-- ACTIVITY --
Report how many lines in the data include "name", with the number as the only reply.

-- ENTRIES PROVIDED --
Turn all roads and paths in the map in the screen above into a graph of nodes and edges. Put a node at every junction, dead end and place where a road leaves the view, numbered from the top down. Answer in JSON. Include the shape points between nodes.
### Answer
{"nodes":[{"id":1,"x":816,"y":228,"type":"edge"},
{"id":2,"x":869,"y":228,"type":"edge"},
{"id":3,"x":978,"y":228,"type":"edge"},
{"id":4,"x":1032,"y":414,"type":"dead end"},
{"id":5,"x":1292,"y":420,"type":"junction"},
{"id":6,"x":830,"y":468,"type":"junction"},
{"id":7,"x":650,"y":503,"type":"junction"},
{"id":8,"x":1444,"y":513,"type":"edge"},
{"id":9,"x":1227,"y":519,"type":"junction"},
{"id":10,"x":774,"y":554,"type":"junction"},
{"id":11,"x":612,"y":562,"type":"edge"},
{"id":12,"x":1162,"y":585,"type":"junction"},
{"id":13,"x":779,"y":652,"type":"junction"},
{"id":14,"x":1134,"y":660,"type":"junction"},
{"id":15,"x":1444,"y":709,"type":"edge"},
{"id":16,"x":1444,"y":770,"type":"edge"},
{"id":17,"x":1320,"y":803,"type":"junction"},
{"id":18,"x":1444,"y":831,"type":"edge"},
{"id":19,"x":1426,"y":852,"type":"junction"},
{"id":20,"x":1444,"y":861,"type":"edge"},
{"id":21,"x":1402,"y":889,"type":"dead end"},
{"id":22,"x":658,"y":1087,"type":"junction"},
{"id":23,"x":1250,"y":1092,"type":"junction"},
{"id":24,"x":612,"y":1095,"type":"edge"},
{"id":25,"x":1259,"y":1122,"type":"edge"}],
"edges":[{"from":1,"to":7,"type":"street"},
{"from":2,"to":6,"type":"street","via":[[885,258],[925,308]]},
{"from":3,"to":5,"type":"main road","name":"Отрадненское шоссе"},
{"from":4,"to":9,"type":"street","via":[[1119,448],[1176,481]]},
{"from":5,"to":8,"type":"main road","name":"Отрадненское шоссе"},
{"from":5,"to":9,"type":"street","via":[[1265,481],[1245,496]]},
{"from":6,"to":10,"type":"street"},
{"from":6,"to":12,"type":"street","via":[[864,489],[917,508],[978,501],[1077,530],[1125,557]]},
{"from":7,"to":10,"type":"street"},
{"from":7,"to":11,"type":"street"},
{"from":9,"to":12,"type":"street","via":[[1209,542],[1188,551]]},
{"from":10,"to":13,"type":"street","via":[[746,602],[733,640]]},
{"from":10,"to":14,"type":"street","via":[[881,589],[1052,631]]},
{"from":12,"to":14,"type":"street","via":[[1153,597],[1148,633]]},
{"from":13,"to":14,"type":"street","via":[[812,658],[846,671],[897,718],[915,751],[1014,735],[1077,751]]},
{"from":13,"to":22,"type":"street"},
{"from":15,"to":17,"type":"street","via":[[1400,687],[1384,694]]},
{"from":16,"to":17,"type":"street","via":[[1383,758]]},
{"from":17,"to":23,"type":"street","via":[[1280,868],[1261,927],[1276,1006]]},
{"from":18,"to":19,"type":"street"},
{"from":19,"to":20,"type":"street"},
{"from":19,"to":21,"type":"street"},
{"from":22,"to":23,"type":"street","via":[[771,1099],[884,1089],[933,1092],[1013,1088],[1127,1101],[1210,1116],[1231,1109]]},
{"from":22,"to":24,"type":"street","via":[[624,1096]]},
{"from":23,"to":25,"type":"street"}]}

-- SOLUTION FOR THIS EXERCISE --
2